【なでしこ】決勝進出。挑戦者として臨む澤穂希の「進化」 (2ページ目)

  • 早草紀子●文・写真 text&photo by Hayakusa Noriko

 これで完全に流れを引き寄せたかと思ったが、思わぬアクシデントが起きたのは79分。左サイドをDFワン・シャンシャンが突破。有吉佐織が対峙するも抑えきれず、上げられたクロスがカバーに入った中島の手に当たる。痛恨のPK。

 このPKを決められ、試合は振り出しに戻った。しかし、ピンチをしのごうと全力で戻ってきた中島を責めることはできない。

 延長戦に突入した激闘を決したのは、延長後半ロスタイム、日本のラストワンプレイだった。主審が時計を見る。時間はほとんど残されていなかった。
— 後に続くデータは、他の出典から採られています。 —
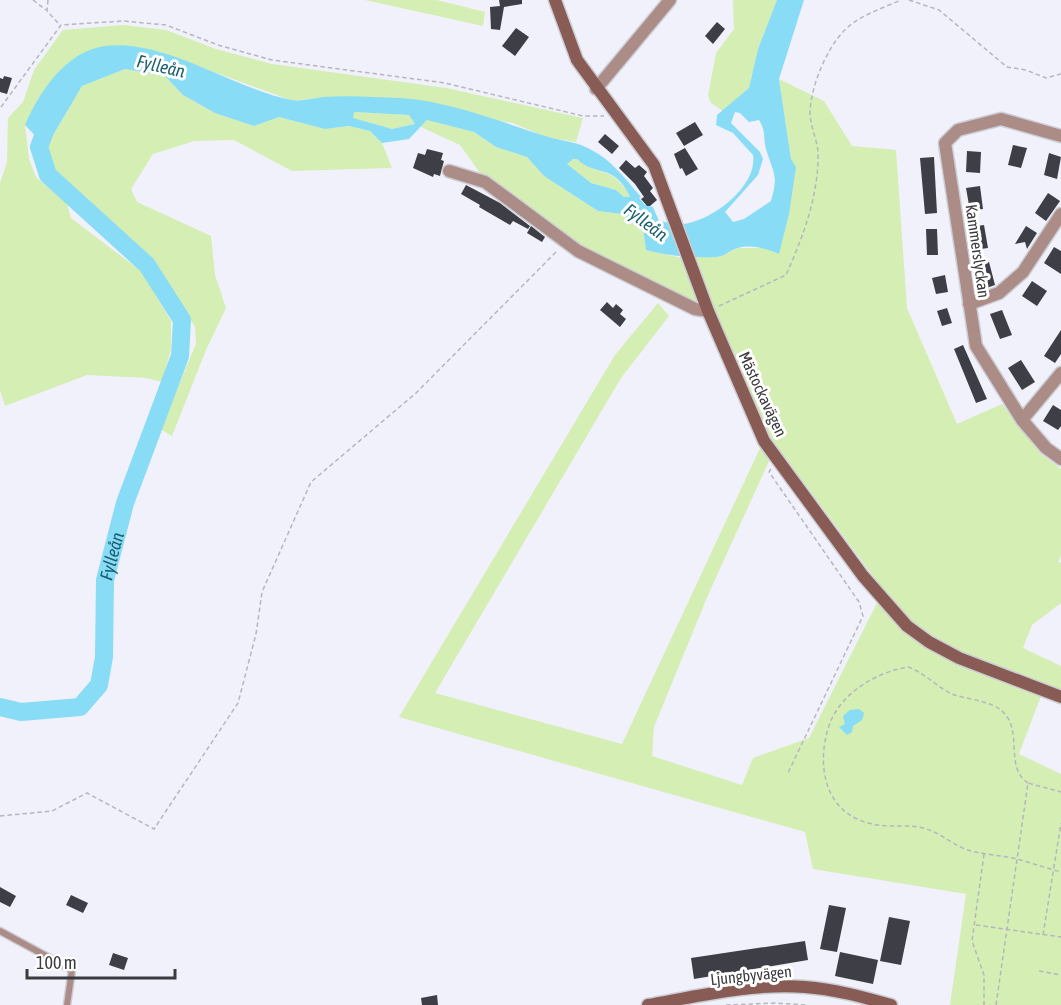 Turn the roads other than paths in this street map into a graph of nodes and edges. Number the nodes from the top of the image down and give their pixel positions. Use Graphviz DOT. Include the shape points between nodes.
graph roads {
  1 [pos="555,0"];
  2 [pos="670,0"];
  3 [pos="596,88"];
  4 [pos="1061,136"];
  5 [pos="449,171"];
  6 [pos="1061,214"];
  7 [pos="969,304"];
  8 [pos="708,311"];
  9 [pos="1061,374"];
  10 [pos="1022,420"];
  11 [pos="1061,459"];
  12 [pos="1061,697"];
  13 [pos="0,931"];
  14 [pos="67,1005"];
  15 [pos="648,1005"];
  16 [pos="891,1005"];
  1 -- 3 [label="street, Mästockavägen" via="577,60"];
  2 -- 3 [label="street"];
  3 -- 8 [label="street, Mästockavägen" via="654,165"];
  4 -- 7 [label="street, Kammerslyckan" via="1000,119 958,130 945,143"];
  5 -- 8 [label="street" via="485,182 578,251 695,309"];
  6 -- 7 [label="street" via="1023,272 999,293"];
  7 -- 10 [label="street, Kammerslyckan" via="976,346"];
  8 -- 12 [label="street, Mästockavägen" via="764,441 862,576 907,626 959,658"];
  9 -- 10 [label="street"];
  10 -- 11 [label="street, Kammerslyckan"];
  13 -- 14 [label="lane" via="72,970"];
  15 -- 16 [label="street, Ljungbyvägen" via="772,987 836,991"];
} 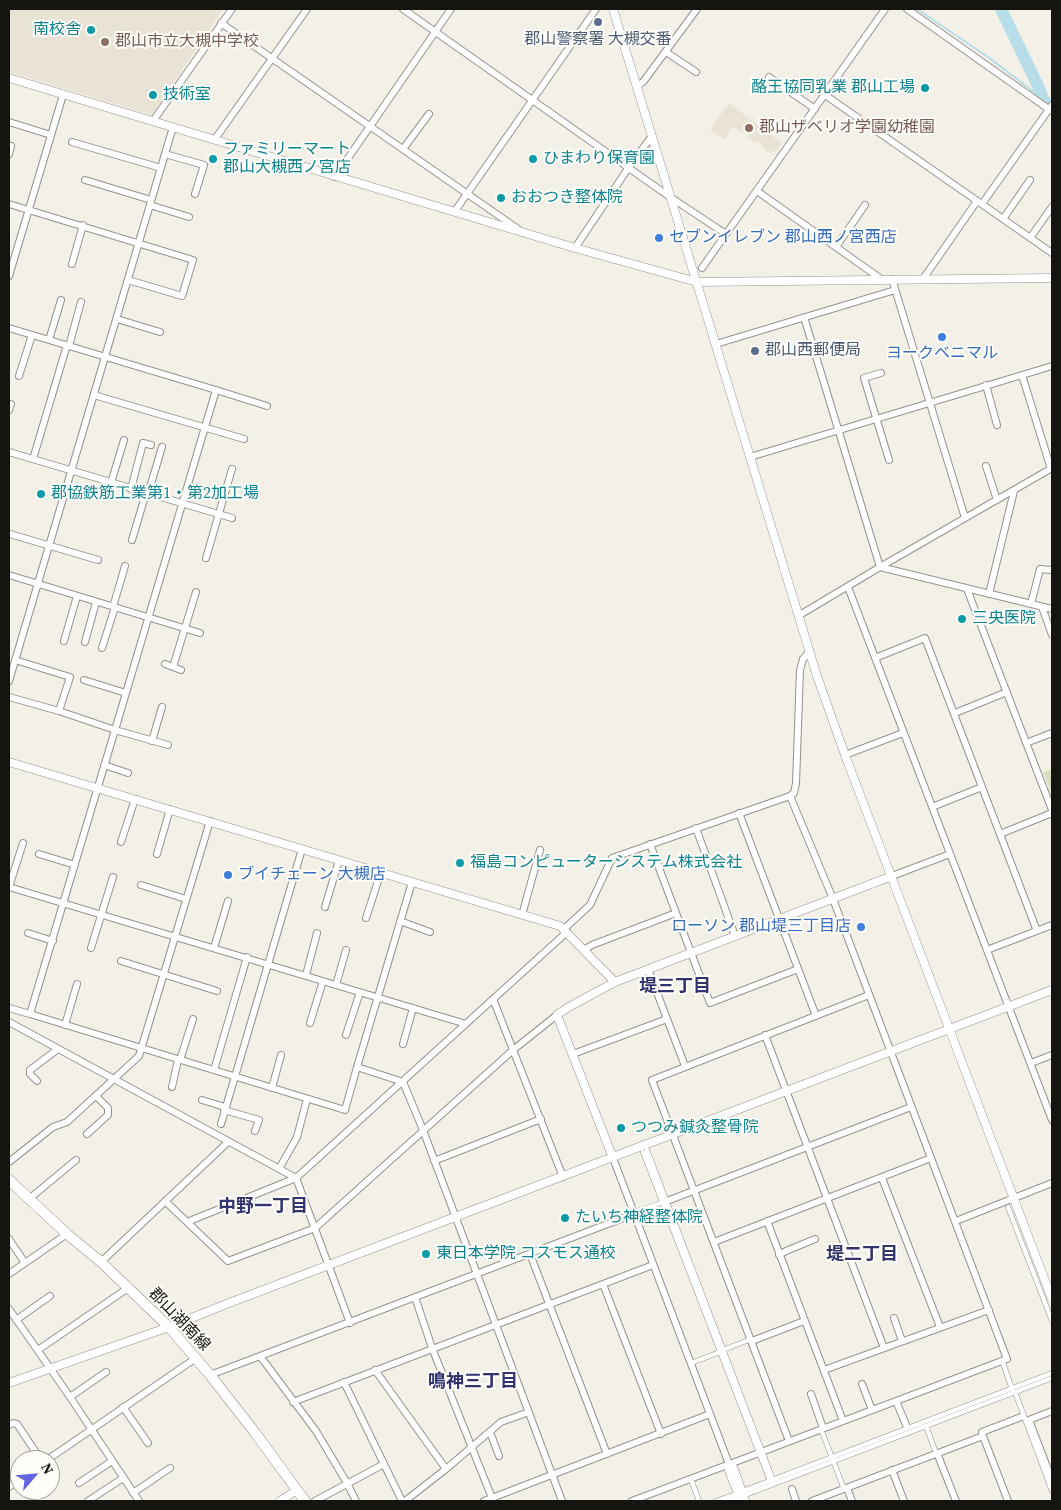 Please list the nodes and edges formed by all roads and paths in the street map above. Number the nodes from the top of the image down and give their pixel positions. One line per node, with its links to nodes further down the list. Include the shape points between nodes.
1 (232, 9): 10 (street)
2 (307, 9): 13 (street)
3 (403, 9): 11 (street)
4 (451, 9): 11 (street)
5 (596, 9): 20 (street)
6 (613, 9): 17 (street)
7 (697, 9): 12 (street)
8 (885, 9): 19 (street)
9 (907, 9): 21 (street)
10 (222, 23): 13 (street); 24 (street)
11 (435, 32): 20 (street); 26 (street)
12 (666, 52): 14 (street); 17 (street)
13 (272, 58): 26 (street); 30 (street)
14 (696, 72)
15 (769, 77): 22 (street)
16 (9, 78): 18 (street)
17 (637, 86): 29 (street)
18 (63, 95): 24 (street); 28 (street)
19 (825, 95): 22 (street); 46 (street)
20 (533, 99): 36 (street); 43 (street)
21 (1051, 108): 46 (street)
22 (815, 109): 41 (street)
23 (429, 114): 33 (street)
24 (153, 121): 27 (street)
25 (9, 122): 28 (street)
26 (370, 126): 33 (street); 38 (street)
27 (173, 128): 30 (street); 35 (street)
28 (51, 135): 50 (street)
29 (652, 136): 36 (street); 44 (street)
30 (215, 139): 38 (street)
31 (72, 142): 37 (street)
32 (11, 146): 34 (street)
33 (403, 149): 43 (street)
34 (9, 154)
35 (166, 154): 37 (street); 42 (street, via 204,166)
36 (629, 167): 44 (street); 60 (street)
37 (161, 168): 45 (street)
38 (335, 177): 51 (street)
39 (85, 180): 45 (street)
40 (1030, 180): 53 (street)
41 (757, 190): 56 (street); 59 (street)
42 (196, 194)
43 (467, 194): 51 (street); 55 (street)
44 (670, 197): 56 (street); 70 (street)
45 (151, 202): 52 (street); 58 (street)
46 (980, 203): 53 (street); 68 (street)
47 (9, 204): 50 (street)
48 (865, 205): 59 (street)
49 (1052, 207): 57 (street)
50 (28, 210): 54 (street); 64 (street)
51 (455, 212): 55 (street)
52 (189, 217)
53 (1003, 219): 57 (street)
54 (83, 225): 58 (street); 62 (street)
55 (523, 232): 60 (street)
56 (726, 234): 63 (street)
57 (1030, 238): 61 (street)
58 (139, 242): 69 (street); 69 (street, via 193,260 182,296)
59 (836, 247): 66 (street)
60 (575, 248): 70 (street)
61 (1052, 254)
62 (72, 264)
63 (702, 268)
64 (9, 276)
65 (1052, 278): 68 (street)
66 (881, 279): 67 (street); 70 (street)
67 (892, 279): 68 (street); 71 (street)
68 (923, 279)
69 (128, 280): 75 (street)
70 (697, 282): 80 (street)
71 (895, 290): 74 (street); 90 (street)
72 (61, 300): 79 (street)
73 (81, 302): 81 (street)
74 (804, 318): 80 (street); 95 (street)
75 (117, 319): 77 (street); 82 (street)
76 (9, 328): 78 (street)
77 (160, 332)
78 (32, 335): 79 (street); 86 (street)
79 (49, 340): 81 (street)
80 (716, 344): 101 (street)
81 (68, 345): 82 (street); 102 (street)
82 (106, 356): 88 (street); 89 (street)
83 (1052, 366): 85 (street)
84 (881, 373): 92 (street, via 864,378)
85 (1022, 374): 87 (street); 105 (street)
86 (19, 376)
87 (986, 385): 90 (street); 93 (street)
88 (216, 390): 91 (street); 94 (street)
89 (94, 395): 94 (street); 107 (street)
90 (929, 402): 92 (street); 116 (street)
91 (267, 406)
92 (875, 418): 95 (street); 103 (street)
93 (998, 425)
94 (205, 428): 96 (street); 113 (street)
95 (838, 430): 101 (street); 123 (street)
96 (244, 439)
97 (124, 440): 108 (street)
98 (151, 445): 109 (street, via 143,443)
99 (162, 447): 111 (street)
100 (9, 452): 102 (street)
101 (750, 457): 137 (street)
102 (33, 459): 107 (street)
103 (889, 460)
104 (986, 466): 112 (street)
105 (1051, 468): 110 (street)
106 (232, 469): 114 (street)
107 (72, 471): 108 (street); 119 (street)
108 (111, 483): 109 (street)
109 (131, 489): 111 (street)
110 (1014, 491): 112 (street); 130 (street)
111 (147, 493): 113 (street); 118 (street)
112 (997, 500): 116 (street)
113 (182, 504): 114 (street); 138 (street)
114 (219, 514): 115 (street); 120 (street)
115 (232, 518)
116 (965, 518): 123 (street)
117 (10, 534): 119 (street)
118 (132, 540)
119 (49, 546): 121 (street); 126 (street)
120 (206, 558)
121 (98, 560)
122 (125, 566): 134 (street)
123 (880, 567): 127 (street); 128 (street)
124 (1052, 570): 133 (street, via 1040,569)
125 (9, 575): 126 (street)
126 (38, 584): 131 (street); 147 (street)
127 (848, 587): 137 (street); 146 (street)
128 (967, 589): 130 (street); 153 (street)
129 (196, 592): 139 (street)
130 (989, 594): 133 (street)
131 (76, 596): 132 (street); 142 (street)
132 (96, 602): 134 (street); 143 (street)
133 (1031, 604): 135 (street)
134 (114, 607): 138 (street); 144 (street)
135 (1042, 607): 136 (street); 141 (street)
136 (1052, 610)
137 (798, 616): 145 (street)
138 (149, 618): 139 (street); 154 (street)
139 (185, 628): 140 (street); 149 (street)
140 (200, 633)
141 (1052, 635)
142 (64, 641)
143 (85, 642)
144 (102, 648)
145 (809, 652): 165 (street); 171 (street, via 800,670 796,783)
146 (876, 658): 158 (street, via 925,638); 160 (street)
147 (15, 660): 152 (street); 157 (street, via 70,677)
148 (165, 664): 149 (street)
149 (173, 667): 150 (street)
150 (182, 670)
151 (84, 680): 154 (street)
152 (9, 681)
153 (1007, 692): 158 (street); 163 (street)
154 (126, 694): 159 (street)
155 (9, 697): 157 (street)
156 (162, 707): 162 (street)
157 (60, 711): 159 (street)
158 (955, 713): 169 (street)
159 (115, 730): 162 (street); 167 (street)
160 (903, 732): 165 (street); 173 (street)
161 (1052, 733): 163 (street)
162 (152, 741): 164 (street)
163 (1026, 743): 175 (street)
164 (168, 745)
165 (845, 754): 191 (street)
166 (9, 762): 170 (street)
167 (104, 765): 168 (street); 170 (street)
168 (128, 772)
169 (982, 787): 173 (street); 179 (street)
170 (98, 788): 172 (street); 189 (street)
171 (790, 796): 176 (street); 197 (street)
172 (135, 799): 174 (street); 180 (street)
173 (932, 807): 187 (street)
174 (170, 809): 177 (street); 186 (street)
175 (1052, 812): 179 (street)
176 (739, 814): 178 (street); 205 (street)
177 (210, 821): 183 (street); 196 (street)
178 (696, 828): 182 (street); 214 (street)
179 (1000, 834): 209 (street)
180 (121, 842)
181 (23, 843): 195 (street)
182 (650, 844): 201 (street); 208 (street, via 612,858 590,905)
183 (302, 849): 188 (street); 224 (street)
184 (540, 850): 203 (street)
185 (39, 854): 189 (street)
186 (157, 854)
187 (950, 854): 191 (street); 220 (street)
188 (339, 860): 190 (street); 200 (street)
189 (75, 865): 199 (street)
190 (381, 872): 193 (street); 204 (street)
191 (892, 876): 197 (street); 251 (street)
192 (113, 877): 202 (street)
193 (412, 882): 203 (street); 206 (street)
194 (141, 885): 196 (street)
195 (9, 887): 199 (street)
196 (186, 899): 213 (street)
197 (833, 899): 205 (street); 236 (street)
198 (228, 901): 217 (street)
199 (64, 904): 202 (street); 215 (street)
200 (325, 907)
201 (676, 914): 219 (street); 221 (street)
202 (101, 915): 213 (street); 216 (street)
203 (522, 915): 208 (street, via 560,926)
204 (366, 918)
205 (779, 919): 214 (street); 226 (street)
206 (400, 921): 210 (street); 237 (street)
207 (1052, 925): 209 (street)
208 (565, 931): 219 (street); 238 (street)
209 (1037, 931): 220 (street)
210 (430, 932)
211 (28, 933): 215 (street)
212 (317, 933): 228 (street)
213 (174, 936): 217 (street); 227 (street)
214 (735, 936): 221 (street)
215 (52, 941): 242 (street)
216 (91, 948)
217 (214, 948): 222 (street)
218 (346, 950): 232 (street)
219 (584, 950): 230 (street)
220 (987, 950): 239 (street)
221 (691, 952): 225 (street); 226 (street, via 710,1003)
222 (247, 958): 224 (street); 266 (street)
223 (121, 961): 227 (street)
224 (269, 964): 228 (street); 267 (street)
225 (648, 969): 230 (street); 246 (street)
226 (798, 969): 244 (street)
227 (163, 974): 233 (street); 256 (street)
228 (306, 975): 229 (street)
229 (323, 981): 232 (street); 248 (street)
230 (615, 982): 243 (street)
231 (77, 984): 250 (street)
232 (336, 985): 235 (street)
233 (217, 990)
234 (1052, 990): 239 (street)
235 (360, 992): 237 (street); 252 (street)
236 (869, 995): 244 (street); 258 (street)
237 (377, 998): 241 (street); 265 (street)
238 (493, 999): 249 (street); 257 (street)
239 (1010, 1005): 251 (street); 263 (street)
240 (9, 1008): 242 (street)
241 (413, 1008): 249 (street); 254 (street)
242 (30, 1014): 250 (street)
243 (557, 1015): 257 (street); 259 (street)
244 (816, 1016): 253 (street)
245 (193, 1019): 262 (street)
246 (667, 1019): 259 (street); 264 (street)
247 (9, 1023): 255 (street)
248 (310, 1023)
249 (466, 1024): 270 (street)
250 (65, 1025): 256 (street)
251 (950, 1029): 258 (street); 302 (street)
252 (346, 1035)
253 (765, 1035): 264 (street); 273 (street)
254 (403, 1044)
255 (58, 1048): 268 (street); 269 (street, via 30,1070)
256 (141, 1049): 262 (street); 268 (street, via 138,1058)
257 (514, 1050): 280 (street); 282 (street)
258 (891, 1052): 273 (street); 277 (street)
259 (573, 1054): 289 (street)
260 (281, 1055): 272 (street)
261 (1052, 1055): 263 (street)
262 (178, 1060): 266 (street); 271 (street)
263 (1031, 1063): 279 (street)
264 (685, 1066): 285 (street, via 652,1080)
265 (357, 1067): 270 (street); 275 (street, via 345,1110)
266 (214, 1070): 267 (street)
267 (234, 1076): 272 (street); 278 (street)
268 (115, 1079): 274 (street); 286 (street)
269 (37, 1082)
270 (403, 1082): 282 (street); 296 (street)
271 (172, 1087)
272 (272, 1088): 275 (street)
273 (786, 1091): 285 (street); 287 (street)
274 (96, 1096): 284 (street, via 108,1108 108,1115); 293 (street, via 67,1122 53,1126)
275 (307, 1099): 294 (street, via 297,1137)
276 (202, 1100): 278 (street)
277 (911, 1107): 287 (street); 290 (street)
278 (225, 1108): 281 (street); 283 (street, via 258,1120)
279 (1051, 1115)
280 (541, 1119): 292 (street); 295 (street)
281 (221, 1124)
282 (423, 1130): 292 (street); 312 (street)
283 (255, 1131)
284 (87, 1134)
285 (673, 1135): 289 (street); 300 (street)
286 (228, 1142): 294 (street); 304 (street)
287 (808, 1148): 300 (street); 301 (street)
288 (645, 1151): 305 (street)
289 (612, 1158): 295 (street); 307 (street)
290 (931, 1158): 297 (street); 310 (street)
291 (76, 1160): 303 (street)
292 (434, 1161): 308 (street)
293 (9, 1162)
294 (279, 1169): 296 (street)
295 (563, 1177): 308 (street)
296 (296, 1178): 311 (street); 312 (street)
297 (882, 1178): 301 (street); 340 (street)
298 (9, 1180): 303 (main road, 郡山湖南線)
299 (1052, 1183): 302 (street)
300 (694, 1190): 305 (street); 316 (street)
301 (827, 1198): 309 (street); 344 (street)
302 (1014, 1198): 310 (street); 329 (street)
303 (29, 1199): 313 (main road, 郡山湖南線)
304 (165, 1201): 311 (street); 319 (street)
305 (665, 1201): 307 (street); 346 (street)
306 (1008, 1206): 336 (street)
307 (635, 1212): 317 (street); 322 (street)
308 (455, 1216): 321 (street); 324 (street)
309 (766, 1221): 316 (street); 318 (street)
310 (956, 1221): 332 (street)
311 (187, 1222): 312 (street, via 228,1261)
312 (315, 1228): 321 (street)
313 (67, 1234): 319 (main road, 郡山湖南線); 320 (street)
314 (9, 1239): 320 (street)
315 (815, 1239): 318 (street)
316 (714, 1242): 341 (street)
317 (530, 1254): 324 (street); 330 (street)
318 (779, 1255): 335 (street)
319 (101, 1262): 326 (main road, 郡山湖南線)
320 (25, 1263): 323 (street)
321 (330, 1265): 337 (street); 339 (street)
322 (653, 1265): 325 (street); 370 (street)
323 (9, 1274)
324 (477, 1274): 328 (street); 338 (street)
325 (602, 1284): 330 (street); 379 (street)
326 (128, 1288): 339 (main road, 郡山湖南線); 345 (street)
327 (50, 1296): 334 (street)
328 (415, 1297): 337 (street); 343 (street)
329 (1052, 1299)
330 (549, 1304): 338 (street); 388 (street)
331 (9, 1309): 334 (street)
332 (988, 1310): 340 (street); 349 (street, via 1007,1359)
333 (894, 1318): 342 (street)
334 (16, 1320): 345 (street)
335 (804, 1321): 341 (street); 353 (street)
336 (1052, 1321)
337 (350, 1323): 347 (street)
338 (496, 1324): 343 (street); 369 (street)
339 (169, 1327): 348 (main road, 郡山湖南線); 351 (street)
340 (940, 1327): 342 (street)
341 (752, 1340): 346 (street); 381 (street)
342 (902, 1341): 344 (street)
343 (432, 1348): 352 (street); 383 (street)
344 (884, 1348): 353 (street)
345 (38, 1350): 351 (street)
346 (722, 1351): 350 (street); 386 (street)
347 (260, 1356): 356 (street); 365 (street)
348 (196, 1358): 356 (main road, 郡山湖南線); 366 (street)
349 (1002, 1360): 361 (street); 364 (street)
350 (694, 1362)
351 (50, 1368): 359 (street); 363 (street)
352 (374, 1370): 358 (street); 395 (street)
353 (824, 1370): 372 (street)
354 (106, 1372): 363 (street)
355 (1052, 1373): 361 (street)
356 (210, 1375): 406 (main road, 郡山湖南線)
357 (1052, 1378): 361 (street)
358 (344, 1382): 365 (street); 392 (street)
359 (9, 1383)
360 (862, 1384): 367 (street)
361 (1014, 1390): 374 (street); 391 (street); 407 (street)
362 (811, 1394): 377 (street)
363 (70, 1397): 376 (street)
364 (896, 1401): 367 (street); 375 (street)
365 (294, 1402): 403 (street)
366 (123, 1407): 376 (street); 382 (street)
367 (872, 1410): 372 (street)
368 (1052, 1411): 400 (street, via 1029,1420)
369 (529, 1412): 378 (street, via 501,1422); 397 (street)
370 (710, 1414): 379 (street); 393 (street)
371 (1021, 1417): 380 (street, via 982,1432)
372 (843, 1421): 377 (street)
373 (9, 1425): 384 (street, via 17,1424)
374 (926, 1426): 387 (street); 391 (street)
375 (907, 1427)
376 (90, 1429): 385 (street); 390 (street)
377 (822, 1429): 381 (street); 391 (street)
378 (490, 1432): 383 (street); 389 (street)
379 (661, 1434): 388 (street)
380 (983, 1436): 387 (street); 429 (street)
381 (789, 1440): 386 (street)
382 (148, 1444)
383 (472, 1447): 395 (street); 410 (street)
384 (34, 1450)
385 (60, 1451)
386 (760, 1452): 393 (street); 401 (street)
387 (937, 1453): 396 (street); 428 (street)
388 (607, 1454): 397 (street)
389 (499, 1456)
390 (112, 1460): 398 (street); 402 (street)
391 (833, 1460): 401 (street); 405 (street); 409 (street)
392 (384, 1464): 403 (street); 417 (street)
393 (730, 1467): 399 (street); 409 (street); 409 (street)
394 (170, 1468): 408 (street)
395 (446, 1469): 417 (street)
396 (892, 1470): 405 (street); 427 (street)
397 (552, 1474): 410 (street); 419 (street)
398 (123, 1478): 408 (street); 411 (street)
399 (691, 1479): 420 (street); 421 (street)
400 (1052, 1480)
401 (771, 1481): 409 (street)
402 (79, 1483)
403 (348, 1483): 415 (street); 416 (street)
404 (792, 1489): 424 (street)
405 (845, 1489): 425 (street); 426 (street)
406 (297, 1490): 413 (street); 414 (main road, 郡山湖南線)
407 (1052, 1491)
408 (133, 1493): 412 (street)
409 (741, 1497): 422 (street); 423 (street)
410 (492, 1498): 418 (street)
411 (88, 1501)
412 (139, 1501)
413 (280, 1501)
414 (305, 1501)
415 (315, 1501)
416 (356, 1501)
417 (403, 1501)
418 (484, 1501)
419 (562, 1501)
420 (632, 1501)
421 (699, 1501)
422 (716, 1501)
423 (727, 1501)
424 (796, 1501)
425 (812, 1501)
426 (852, 1501)
427 (904, 1501)
428 (956, 1501)
429 (1008, 1501)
「時間ないから、すぐに入って!」宮間の声が響く。蹴り出されたボールはファーサイドで待つ岩清水の元へ。頭でしっかりと合わせて勝利をもぎ取った。

 この試合で指揮官はある試みをした。後半に4-4-2システムから4-2-3-1に変更したのだ。宮間をトップ下に置き、川澄を左サイドへ。これがピタリとハマった。左に入った川澄も前半より活発な動きを見せ、宮間はトップ、サイド、中央を自由に動き回る。そしてボランチの澤も「やりやすい」と手応えを掴んだ様子だ。

 何より120分の戦いのあと口々に「楽しかった」というのだから、今後、発展させていく価値は十分にある。

 得点はすべてセットプレイから。もちろん日本の十八番である。一つ一つのアイデアは選手たちから生まれるもの。その中心にいるのが宮間だ。FKではゴールを狙うと同時に、相手GKの限界ラインを探る。決勝ゴールは必然だった。

「何度か深い位置に蹴って布石を打ってた。あそこはGKが出てこないと踏んでいた」ところへ送られた的確なボールで試合は決した。

 助走の間に味方・相手の動き出しを瞬時に見分け、蹴り分ける。「それが蹴れなければキッカーじゃない。ボールは止まってるから大丈夫」と宮間は不敵に笑った。